On Earth, the US Air Force's X-37B autonomous spaceplane landed, after spending nearly 800 days in orbit. (Previously)

Virgin Galactic landed on Wall Street (SPCE) and successfully powered up SpaceShipTwo. Virgin astronauts can now wear this new outfit.

Meanwhile, from NASA:

The Insight Mars lander is having issues with its mole. (Previously)

NASA is sending a little, microphone-festooned robot (riding another robot) to suss out cracks in the ISS.

Curiosity took a new selfie and did some wet chemistry.

And NASA also released more exoplanet artwork, this time themed in glorious horror movie style, just in time for Halloween.

Also for Halloween, Hubble shared a new image of two galaxies glaring right at you.
posted by doctornemo (6 comments total) 9 users marked this as a favorite
 
The sun is spotless, and has been so for a while.
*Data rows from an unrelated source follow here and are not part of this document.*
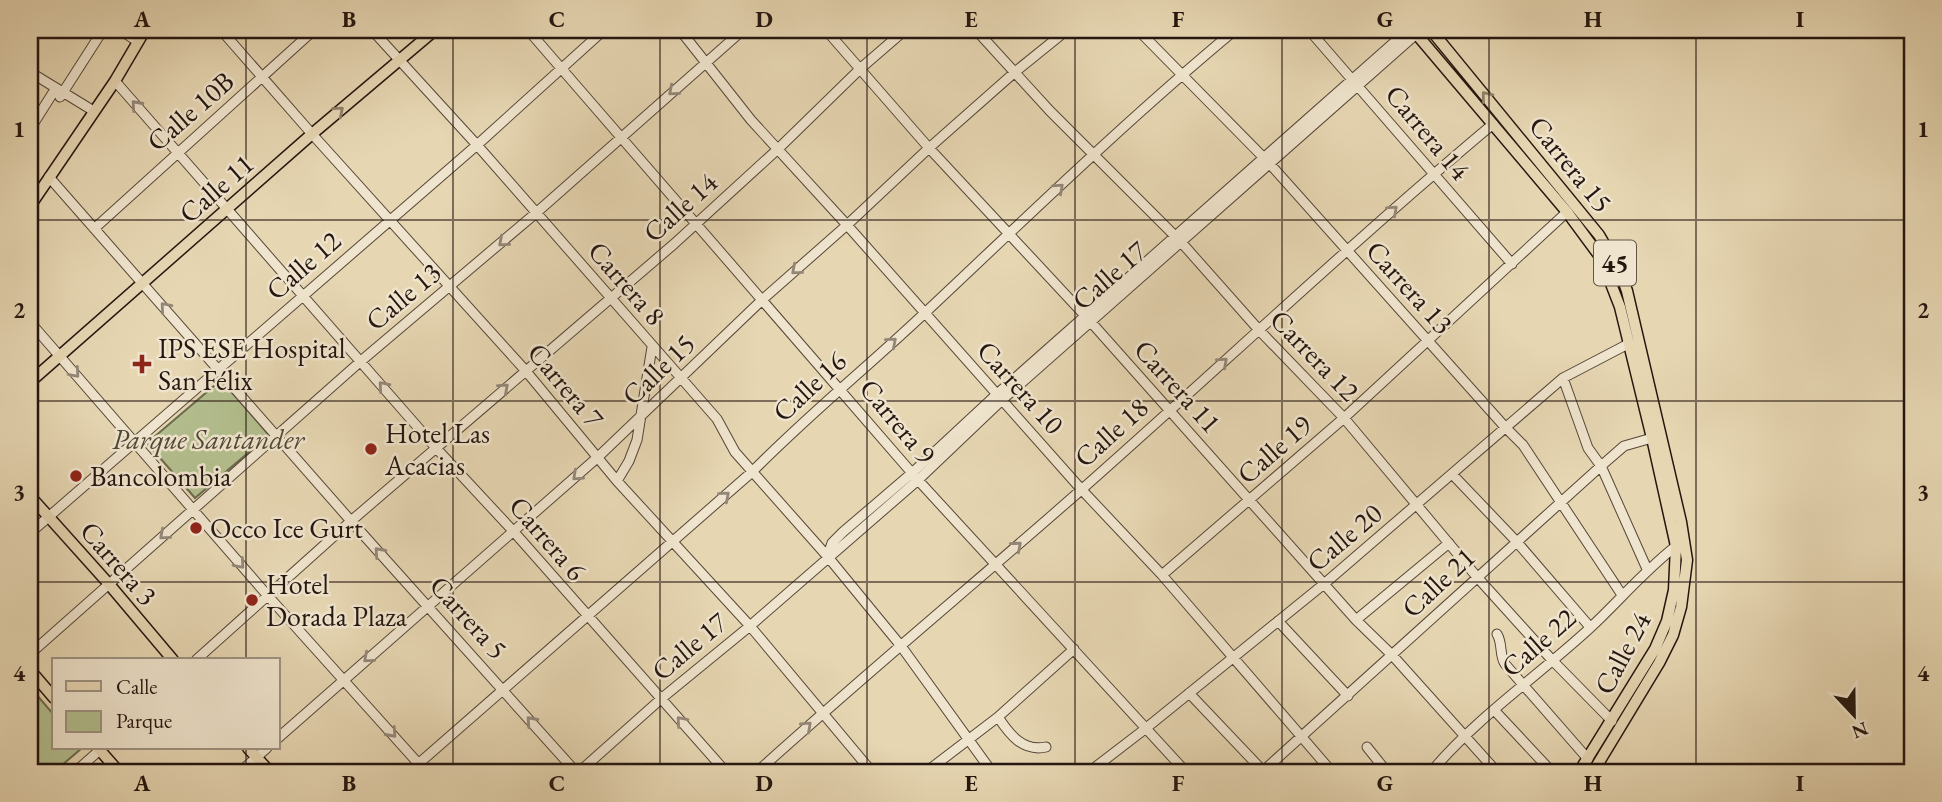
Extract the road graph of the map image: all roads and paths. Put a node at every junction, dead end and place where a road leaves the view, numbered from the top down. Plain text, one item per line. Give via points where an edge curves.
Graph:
1 (103, 30) edge
2 (120, 30) edge
3 (145, 30) edge
4 (221, 30) edge
5 (314, 30) edge
6 (372, 30) edge
7 (435, 30) edge
8 (528, 30) edge
9 (604, 30) edge
10 (680, 30) edge
11 (743, 30) edge
12 (826, 30) edge
13 (905, 30) edge
14 (976, 30) edge
15 (1067, 30) edge
16 (1138, 30) edge
17 (1236, 30) edge
18 (1309, 30) edge
19 (1431, 30) edge
20 (1415, 31) edge
21 (137, 41) junction
22 (399, 60) junction
23 (706, 62) junction
24 (561, 68) junction
25 (861, 68) junction
26 (30, 72) edge
27 (1015, 72) junction
28 (1181, 75) junction
29 (263, 77) junction
30 (30, 79) edge
31 (115, 80) junction
32 (1355, 81) junction
33 (58, 92) junction
34 (91, 113) junction
35 (1493, 124) junction
36 (30, 129) edge
37 (312, 134) junction
38 (620, 137) junction
39 (477, 145) junction
40 (779, 148) junction
41 (929, 148) junction
42 (178, 151) junction
43 (1095, 155) junction
44 (1266, 160) junction
45 (1433, 174) junction
46 (49, 177) junction
47 (35, 188) edge
48 (30, 206) edge
49 (228, 208) junction
50 (1567, 212) junction
51 (536, 214) junction
52 (389, 220) junction
53 (696, 225) junction
54 (847, 225) junction
55 (95, 228) junction
56 (1010, 233) junction
57 (1178, 239) junction
58 (1347, 250) junction
59 (1512, 264) junction
60 (143, 282) junction
61 (451, 287) junction
62 (303, 294) junction
63 (610, 298) junction
64 (762, 300) junction
65 (925, 313) junction
66 (1088, 319) junction
67 (30, 322) edge
68 (1259, 330) junction
69 (1427, 340) junction
70 (1630, 343) junction
71 (653, 347) junction
72 (60, 356) junction
73 (361, 361) junction
74 (218, 368) junction
75 (525, 370) junction
76 (680, 377) junction
77 (1563, 378) junction
78 (30, 382) edge
79 (840, 388) junction
80 (1000, 397) junction
81 (1170, 410) junction
82 (640, 418) junction
83 (1344, 418) junction
84 (1505, 427) junction
85 (278, 436) junction
86 (1652, 438) junction
87 (134, 441) junction
88 (436, 448) junction
89 (598, 457) junction
90 (1601, 466) junction
91 (752, 472) junction
92 (1453, 475) junction
93 (915, 477) junction
94 (617, 481) junction
95 (1081, 489) junction
96 (30, 496) edge
97 (1250, 500) junction
98 (1560, 502) junction
99 (1419, 504) junction
100 (193, 509) junction
101 (48, 517) junction
102 (351, 521) junction
103 (514, 532) junction
104 (30, 533) edge
105 (674, 541) junction
106 (1516, 541) junction
107 (1449, 543) junction
108 (1676, 546) junction
109 (1687, 551) joint
110 (828, 556) junction
111 (995, 565) junction
112 (1647, 569) junction
113 (1162, 575) junction
114 (1478, 576) junction
115 (108, 583) junction
116 (1325, 584) junction
117 (1622, 595) junction
118 (268, 597) junction
119 (429, 606) junction
120 (588, 617) junction
121 (1356, 620) junction
122 (1278, 621) junction
123 (750, 626) junction
124 (1591, 627) junction
125 (1497, 634) dead end
126 (901, 646) junction
127 (1074, 649) junction
128 (30, 653) edge
129 (1393, 656) junction
130 (171, 658) edge
131 (198, 658) edge
132 (1233, 658) junction
133 (1552, 660) junction
134 (30, 670) edge
135 (344, 679) junction
136 (1523, 685) junction
137 (502, 689) junction
138 (1189, 693) junction
139 (52, 696) edge
140 (1348, 696) junction
141 (662, 698) junction
142 (824, 711) junction
143 (1495, 711) junction
144 (998, 717) junction
145 (1612, 720) junction
146 (1146, 729) junction
147 (280, 735) edge
148 (1466, 736) junction
149 (968, 738) junction
150 (1302, 738) junction
151 (1046, 747) dead end
152 (1367, 747) dead end
153 (98, 750) edge
154 (102, 750) edge
155 (250, 750) edge
156 (265, 750) edge
157 (256, 757) junction
158 (1588, 759) junction
159 (419, 764) junction
160 (1437, 770) edge
161 (75, 772) edge
162 (119, 772) edge
163 (240, 772) edge
164 (270, 772) edge
165 (409, 772) edge
166 (426, 772) edge
167 (578, 772) edge
168 (726, 772) edge
169 (757, 772) edge
170 (873, 772) edge
171 (926, 772) edge
172 (992, 772) edge
173 (1090, 772) edge
174 (1186, 772) edge
175 (1263, 772) edge
176 (1332, 772) edge
177 (1387, 772) edge
178 (1497, 772) edge
179 (1552, 772) edge
180 (1579, 772) edge
181 (1593, 772) edge

1 - 33 street
2 - 21 street
3 - 21 main road
4 - 29 street, Carrera 7
5 - 29 street, Calle 10B
6 - 22 street, Carrera 8
7 - 22 main road, Calle 11
8 - 24 street, Carrera 9
9 - 24 street, Calle 12
10 - 23 street, Carrera 10
11 - 23 street, Calle 13
12 - 25 street, Carrera 11
13 - 25 street, Calle 14
14 - 27 street, Carrera 12
15 - 27 street, Calle 15
16 - 28 street, Carrera 13
17 - 28 street, Calle 16
18 - 32 street, Carrera 14
109 -> 19 main road, Carrera 15 / 45 via 1620,271 1599,234
20 - 32 street, Calle 17
20 - 35 main road, Carrera 15 / 45
21 - 31 main road
37 -> 22 main road, Calle 11
22 - 39 street, Carrera 8
23 -> 38 street, Calle 13
23 - 40 street, Carrera 10
24 - 38 street, Carrera 9
24 - 39 street, Calle 12
25 - 40 street, Calle 14
25 - 41 street, Carrera 11
26 - 33 street
27 - 41 street, Calle 15
27 - 43 street, Carrera 12
28 - 43 street, Calle 16
28 - 44 street, Carrera 13
29 - 37 street, Carrera 7
29 - 42 street, Calle 10B
30 - 33 street
31 - 34 main road
42 -> 31 street, Carrera 6
32 - 44 street, Calle 17
32 - 45 street, Carrera 14
33 - 34 street
33 - 36 street
34 - 46 main road
35 - 45 street, Calle 18
35 - 50 main road, Carrera 15 / 45
37 - 49 main road, Calle 11
37 - 52 street, Carrera 7
38 - 51 street, Calle 13
38 - 53 street, Carrera 9
39 - 51 street, Carrera 8
39 - 52 street, Calle 12
40 - 53 street, Calle 14
40 - 54 street, Carrera 10
41 - 54 street, Calle 15
41 - 56 street, Carrera 11
42 - 49 street, Carrera 6
42 - 55 street, Calle 10B
56 -> 43 street, Calle 16
43 - 57 street, Carrera 12
44 - 57 street, Calle 17
44 - 58 street, Carrera 13
58 -> 45 street, Calle 18
45 - 59 street, Carrera 14
46 - 47 main road
46 - 55 street, Carrera 5
47 - 48 main road
49 - 60 main road, Calle 11
49 - 62 street, Carrera 6
50 - 59 street, Calle 19
50 - 70 main road, Carrera 15 / 45 via 1601,258
51 -> 61 street, Calle 13
51 - 63 street, Carrera 8
52 - 61 street, Carrera 7
52 - 62 street, Calle 12
53 - 63 street, Calle 14
53 - 64 street, Carrera 9
54 -> 64 street, Calle 15
54 - 65 street, Carrera 10
55 - 60 street, Carrera 5
56 - 65 street, Calle 16
56 - 66 street, Carrera 11
57 - 66 street, Calle 17
57 - 68 street, Carrera 12
58 - 68 street, Calle 18
58 - 69 street, Carrera 13
59 - 69 street, Calle 19
60 - 72 main road, Calle 11
74 -> 60 street, Carrera 5
61 - 73 street, Calle 13
61 - 75 street, Carrera 7
62 - 73 street, Carrera 6
62 - 74 street, Calle 12
63 - 71 street, Carrera 8
63 - 75 street, Calle 14
64 - 76 street, Calle 15
64 - 79 street, Carrera 9
79 -> 65 street, Calle 16
65 - 80 street, Carrera 10
66 - 80 street, Calle 17
66 - 81 street, Carrera 11
67 - 72 street
81 -> 68 street, Calle 18
68 - 83 street, Carrera 12
69 - 83 street, Calle 19
69 - 84 street, Carrera 13
70 - 77 street, Calle 20
70 - 86 main road, Carrera 15 / 45
71 - 76 street, Carrera 8
71 - 82 street
72 - 78 main road, Calle 11
72 -> 87 street
73 - 85 street, Calle 13
88 -> 73 street, Carrera 6
74 - 85 street, Carrera 5
74 - 87 street, Calle 12
88 -> 75 street, Calle 14
75 - 89 street, Carrera 7
76 - 82 street, Calle 15
76 - 91 street, Carrera 8 via 718,419 735,452
77 - 84 street, Calle 20
77 - 90 street via 1588,448
79 - 91 street, Calle 16
79 - 93 street, Carrera 9
80 - 93 street, Calle 17
80 - 95 street, Carrera 10
81 - 95 street, Calle 18
81 - 97 street, Carrera 11
82 - 89 street, Calle 15
82 - 94 street via 637,440
83 - 97 street, Calle 19
83 - 99 street, Carrera 12
84 - 92 street, Calle 20
84 - 98 street, Carrera 13 via 1539,466
85 - 100 street, Calle 13
85 - 102 street, Carrera 5
86 - 90 street, Calle 21 via 1624,446
86 - 108 main road, Carrera 15 / 45
87 - 100 street
87 - 101 street, Calle 12
88 - 102 street, Calle 14
88 - 103 street, Carrera 6
89 - 94 street, Carrera 7
89 -> 103 street, Calle 15
90 - 98 street, Calle 21
90 - 112 street
105 -> 91 street, Calle 16
91 - 110 street, Carrera 8
92 - 99 street, Calle 20
92 - 106 street
93 - 110 street, Calle 17
93 - 111 street, Carrera 9
94 - 105 street, Carrera 7
111 -> 95 street, Calle 18
95 - 113 street, Carrera 10
96 - 101 main road, Carrera 3
97 - 113 street, Calle 19
97 - 116 street, Carrera 11
98 - 106 street, Calle 21
98 - 117 street, Carrera 13
99 - 107 street, Carrera 12
99 - 116 street, Calle 20
100 -> 115 street, Calle 13
100 -> 118 street
101 - 104 street, Calle 12
101 - 115 main road, Carrera 3
102 - 118 street, Calle 14
119 -> 102 street, Carrera 5
103 - 119 street, Calle 15
103 - 120 street, Carrera 6
105 - 120 street, Calle 16
105 - 123 street, Carrera 7
106 - 114 street, Calle 21
106 - 124 street
107 - 114 street, Carrera 12
107 - 121 street
108 - 112 street, Calle 22
108 - 145 main road, Calle 24 / 45 via 1674,590 1662,636
109 - 181 main road, Calle 24 / 45 via 1673,635
110 - 123 street, Calle 17
110 - 126 street, Carrera 8
111 - 126 street, Calle 18
111 - 127 street, Carrera 9
112 - 117 street, Calle 22
113 - 132 street, Carrera 10
114 - 129 street, Calle 21
114 - 133 street, Carrera 12
115 - 128 street, Calle 13
115 - 130 main road, Carrera 3
116 - 121 street, Carrera 11
116 - 122 street, Calle 20
117 - 124 street, Calle 22
118 - 131 street, Calle 14
118 - 135 street
119 -> 135 street, Calle 15
119 - 137 street, Carrera 5
120 - 137 street, Calle 16
120 - 141 street, Carrera 6
121 - 129 street, Carrera 11
122 - 132 street, Calle 20
122 - 140 street
123 - 141 street, Calle 17
123 - 142 street, Carrera 7
124 - 133 street, Calle 22
125 - 136 street via 1500,657
126 - 142 street, Calle 18
126 - 149 street, Carrera 8
127 - 144 street
127 - 146 street, Carrera 9
129 - 140 street, Calle 21
129 - 148 street, Carrera 11
132 - 138 street, Calle 20
132 - 150 street, Carrera 10
133 - 136 street, Calle 22
133 - 145 street, Carrera 12
134 - 139 main road
135 - 147 street, Calle 15
135 -> 159 street
136 - 143 street, Calle 22
136 - 158 street
137 - 159 street, Calle 16
167 -> 137 street, Carrera 5
138 - 146 street, Calle 20
138 - 175 street
140 - 150 street, Calle 21
141 - 167 street, Calle 17
168 -> 141 street, Carrera 6
169 -> 142 street, Calle 18
142 - 170 street, Carrera 7
143 - 148 street, Calle 22
143 - 179 street
144 - 149 street
144 - 151 street via 1025,746
145 - 158 main road, Calle 24 / 45
146 - 173 street, Calle 20
146 - 174 street, Carrera 9
148 - 160 street, Calle 22
148 - 178 street, Carrera 11
149 - 171 street
149 - 172 street, Carrera 8
150 - 175 street, Calle 21
150 - 176 street, Carrera 10
152 - 177 street
153 - 161 street
154 - 162 main road
155 - 157 main road
156 - 157 street
157 - 163 street
157 - 164 main road
158 - 180 main road, Calle 24 / 45
159 - 165 street, Calle 16
159 - 166 street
And of course this is the year I start getting into shortwave radio DXing.
posted by tobascodagama at 1:56 PM on October 30, 2019 [2 favorites]


That Virgin Galactic outfit seems to hit the sweet spot between the Star Trek: Enterprise crew uniforms and some of the Captain America outfits, although I initially mistook Richard Branson for Malcolm McDowell with a goatee.
posted by Halloween Jack at 2:35 PM on October 30, 2019 [2 favorites]


The X-37B is interesting. So many news outlets basically put out their own versions of the same article: the plane just completed a record breaking 700+ day flight and we have no idea what it was doing. Do we at least have some reasonable speculation of what the plane's actual mission was?
posted by any portmanteau in a storm at 4:46 PM on October 30, 2019


I worry that, like always needing to order more mens XL t-shirts for geeky conferences, Virgin Galactic aren't necessarily considering their target demographic and need to choose something that looks good on short dumpy guys like me
posted by mbo at 5:23 PM on October 30, 2019


Do we at least have some reasonable speculation of what the plane's actual mission was?

Spying on China, I’d assume.
posted by pompomtom at 7:15 PM on October 30, 2019 [1 favorite]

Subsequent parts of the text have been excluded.